Maximising financial access is even more important in emerging markets. For all the controversy surrounding its Nigerian ID card project, Mastercard has pressed ahead with similar schemes in South Africa and with Syrian refugees in Lebanon and Jordan.
“Being included in the financial system is the road to inclusive growth,” says Cairns. “When a government or an NGO or an employer pays you via your mobile phone rather than in cash, that is a much safer and more transparent way of sending money.” If this looks like altruism, it is not. “Even if it’s not a major [profit] item now,” she says, “it makes a lot of business sense as a 10-year strategy.”
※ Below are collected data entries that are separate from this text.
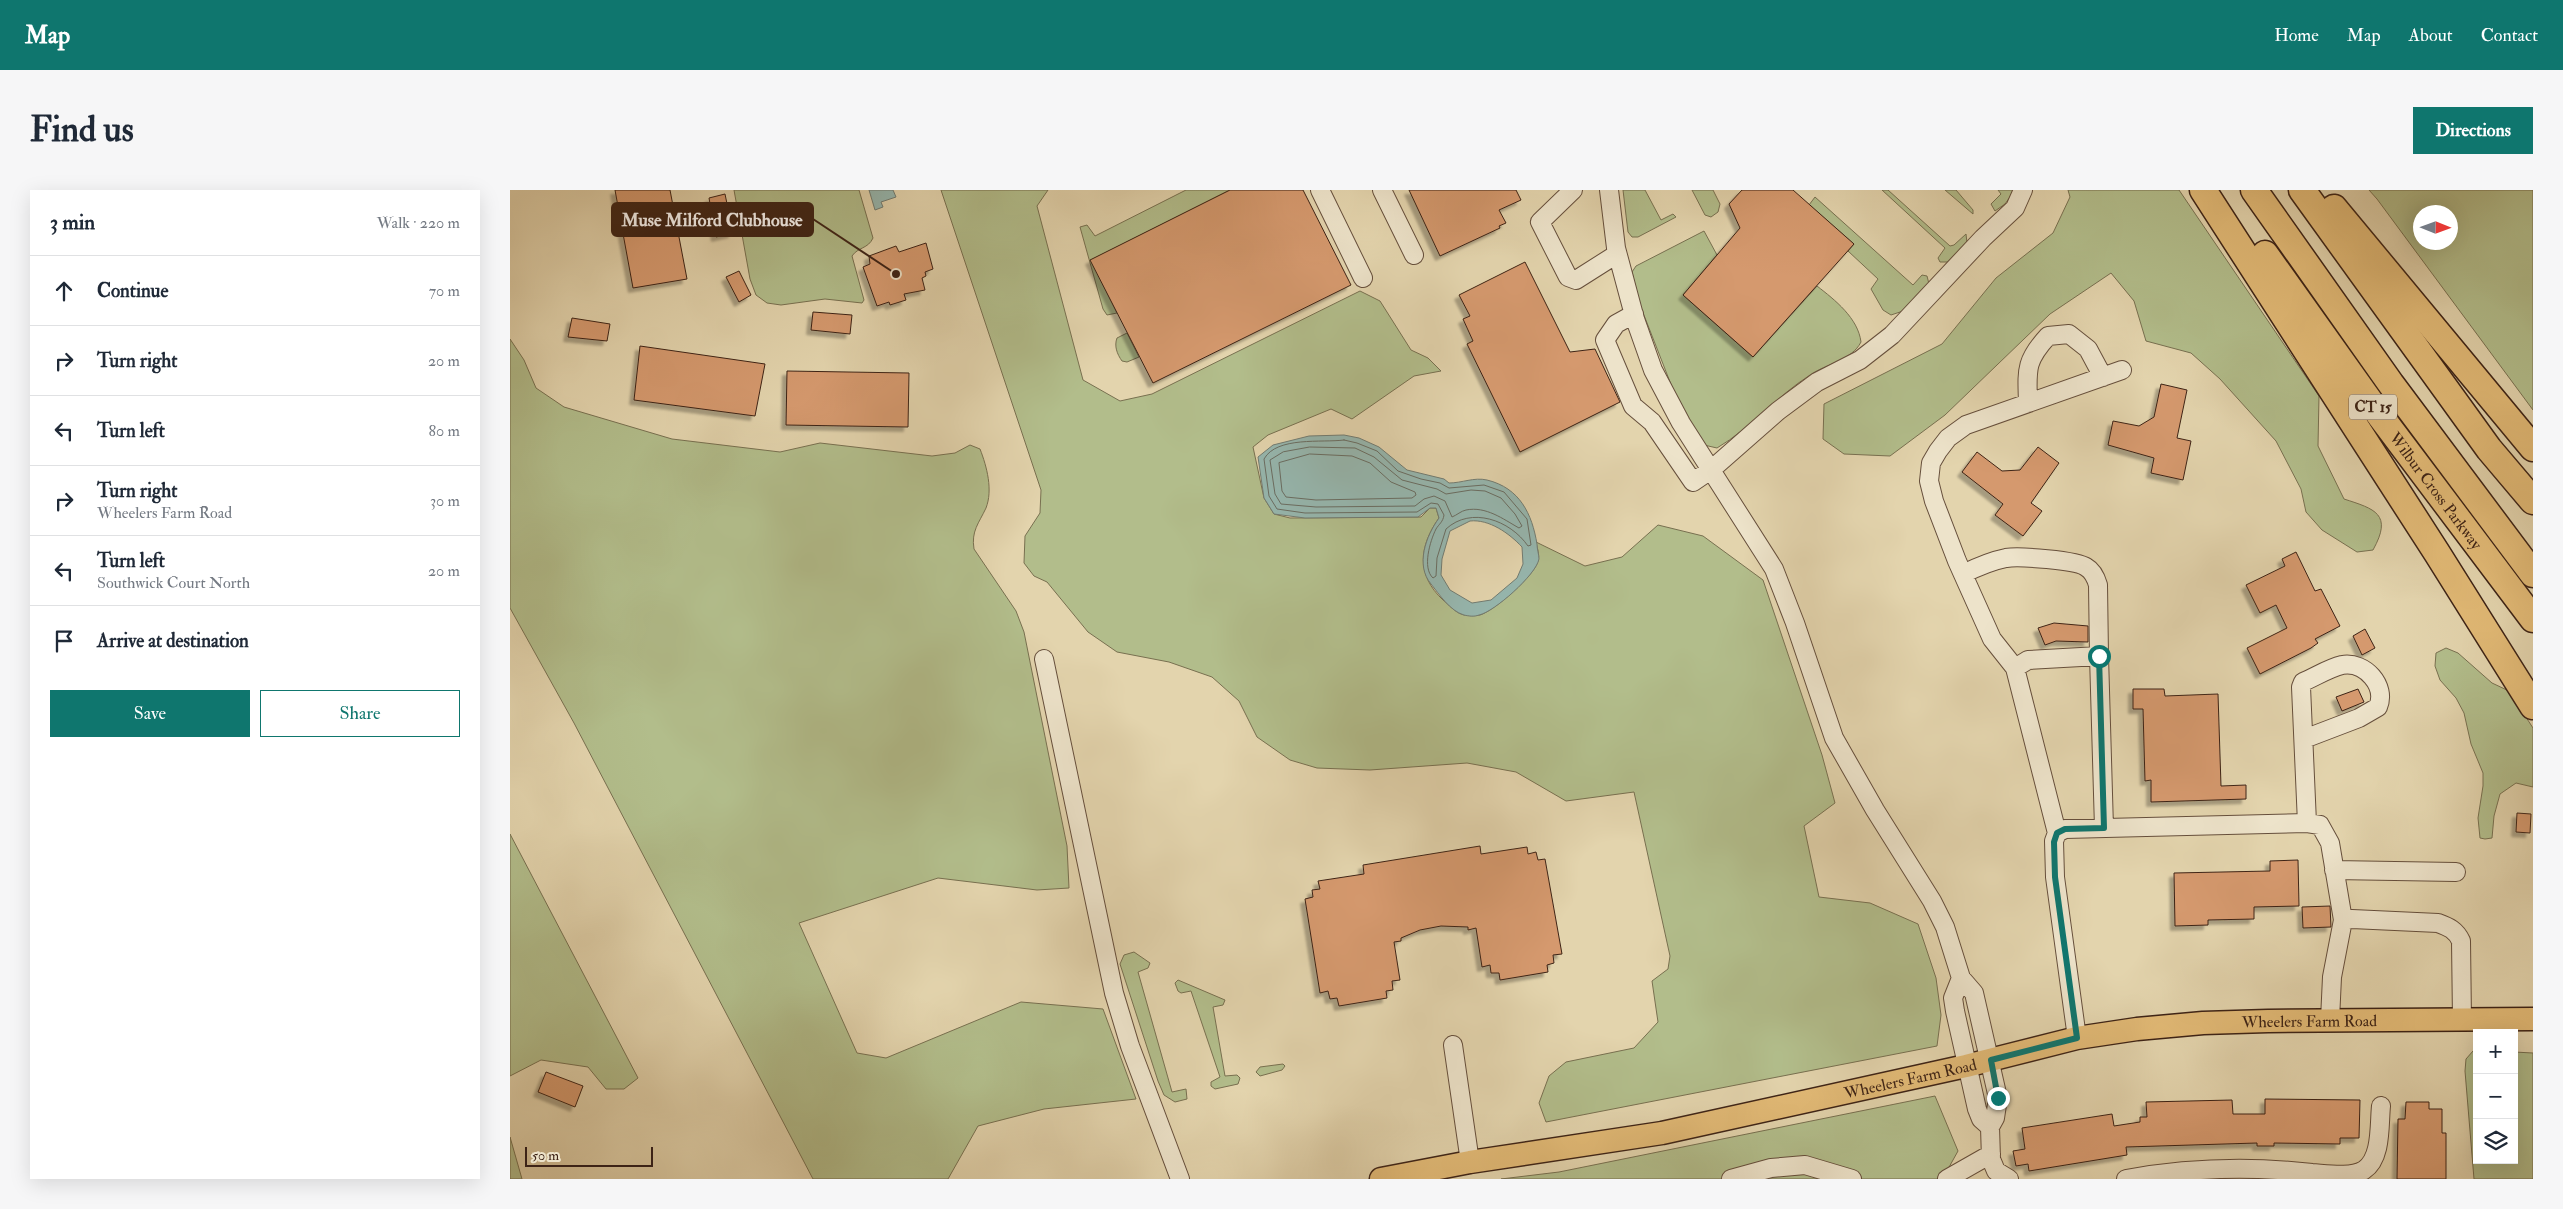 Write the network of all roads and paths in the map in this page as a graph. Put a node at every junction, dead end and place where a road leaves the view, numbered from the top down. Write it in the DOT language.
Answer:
graph roads {
  1 [pos="1320,190"];
  2 [pos="1382,190"];
  3 [pos="1573,190"];
  4 [pos="1609,190"];
  5 [pos="2023,190"];
  6 [pos="2203,190"];
  7 [pos="2220,190"];
  8 [pos="2254,190"];
  9 [pos="2302,190"];
  10 [pos="2320,190"];
  11 [pos="1617,254"];
  12 [pos="1414,255"];
  13 [pos="1363,278"];
  14 [pos="1634,314"];
  15 [pos="2122,370"];
  16 [pos="2103,377"];
  17 [pos="2028,403"];
  18 [pos="2533,448"];
  19 [pos="1712,469"];
  20 [pos="2533,501"];
  21 [pos="1963,574"];
  22 [pos="2533,574"];
  23 [pos="2533,619"];
  24 [pos="2099,656"];
  25 [pos="1044,659"];
  26 [pos="2015,668"];
  27 [pos="2533,706"];
  28 [pos="2304,739"];
  29 [pos="2306,823"];
  30 [pos="2104,828"];
  31 [pos="2057,833"];
  32 [pos="2334,870"];
  33 [pos="2456,872"];
  34 [pos="2343,920"];
  35 [pos="1961,978"];
  36 [pos="2533,1019"];
  37 [pos="2330,1020"];
  38 [pos="2462,1020"];
  39 [pos="2077,1038"];
  40 [pos="1453,1046"];
  41 [pos="1991,1060"];
  42 [pos="1966,1066"];
  43 [pos="2381,1106"];
  44 [pos="1990,1127"];
  45 [pos="1991,1154"];
  46 [pos="1470,1162"];
  47 [pos="1757,1175"];
  48 [pos="1394,1178"];
  49 [pos="1180,1179"];
  50 [pos="1731,1179"];
  51 [pos="1852,1179"];
  52 [pos="1947,1179"];
  53 [pos="2009,1179"];
  54 [pos="2126,1179"];
  1 -- 13 [label="street"];
  2 -- 12 [label="street"];
  3 -- 11 [label="street"];
  4 -- 11 [label="street"];
  5 -- 19 [label="street"];
  6 -- 27 [label="highway"];
  7 -- 23 [label="highway, Wilbur Cross Parkway / CT 15"];
  8 -- 22 [label="highway, Wilbur Cross Parkway / CT 15"];
  9 -- 20 [label="highway"];
  10 -- 18 [label="highway"];
  11 -- 14 [label="street"];
  14 -- 19 [label="street"];
  14 -- 19 [label="street"];
  15 -- 16 [label="street"];
  16 -- 17 [label="street"];
  16 -- 17 [label="street"];
  17 -- 21 [label="street"];
  19 -- 35 [label="street"];
  21 -- 24 [label="street"];
  21 -- 26 [label="street"];
  24 -- 26 [label="street"];
  24 -- 30 [label="street"];
  25 -- 49 [label="street"];
  26 -- 31 [label="street"];
  28 -- 28 [label="street"];
  28 -- 29 [label="street"];
  29 -- 30 [label="street"];
  29 -- 32 [label="street"];
  30 -- 31 [label="street"];
  31 -- 39 [label="street"];
  32 -- 33 [label="street"];
  32 -- 34 [label="street"];
  34 -- 37 [label="street"];
  34 -- 38 [label="street"];
  35 -- 41 [label="street"];
  35 -- 42 [label="street"];
  36 -- 38 [label="main road, Wheelers Farm Road"];
  37 -- 38 [label="main road, Wheelers Farm Road"];
  37 -- 39 [label="main road, Wheelers Farm Road"];
  39 -- 41 [label="main road, Wheelers Farm Road"];
  40 -- 46 [label="street"];
  41 -- 42 [label="main road, Wheelers Farm Road"];
  41 -- 44 [label="street"];
  42 -- 44 [label="street"];
  42 -- 46 [label="main road, Wheelers Farm Road"];
  43 -- 54 [label="street"];
  44 -- 45 [label="street"];
  45 -- 52 [label="street"];
  45 -- 53 [label="street"];
  46 -- 48 [label="main road, Wheelers Farm Road"];
  47 -- 50 [label="street"];
  47 -- 51 [label="street"];
}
Every country aspires to economic growth, of course. And for financial services companies, the greater the growth, the greater their opportunity to make money as you spend it. But is the push into electronic payments encouraging us to overspend?
Certainly there has long been evidence to suggest we spend more when we pay electronically, particularly with a credit card that defers payment, rather than with cash. A 30-year-old experiment by Richard A Feinberg, then an associate professor at Purdue University, found there was an increase of as much as 240 per cent in the amount participants were willing to pay for something if they were using a credit card instead of cash.
Over the past couple of years, fast-food chain McDonald’s has begun installing rows of touchscreens in its restaurants, encouraging customers to place and pay for their orders electronically. The company is coy about the outcome but early signs suggest it could be dramatic. In 2016, Steve Easterbrook, its chief executive, spoke about a “good pick-up” in sales thanks to the new devices. At one outlet, the company found the average order via a screen was 30 per cent higher than one placed face-to-face.
Buying an extra side order of fries won’t break the bank. But take a look at the countries with the biggest proportion of electronic payments and compare it with those that have high levels of consumer debt, and you’ll spot a worrying correlation.
To an extent that is natural — for decades, until the advent of smartphone apps, much of the world’s non-cash spending was via credit card. But as the ultra-low interest rates of the developed world begin to rise, these fragile piles of debt, which electronic payments are compounding, could start to crumble.
Leaving aside concerns about data-security and marginalised communities, this risk should send warning signals to any country — from the almost cashless Sweden to the most cash-dependent emerging market. The road to electronic money is only navigable with extreme care.
Back at the Watch House café in London, I go to pay my bill but my neighbour beats me to it, getting up from his seat, burrowing into his pocket and pulling out the right money to pay the £3.60 he owes. “I’m sorry, we don’t take cash,” says the manager. “Well, that’s how I’m paying,” he says, defiantly. “I don’t use cards.” And he strides from the café without a backward glance.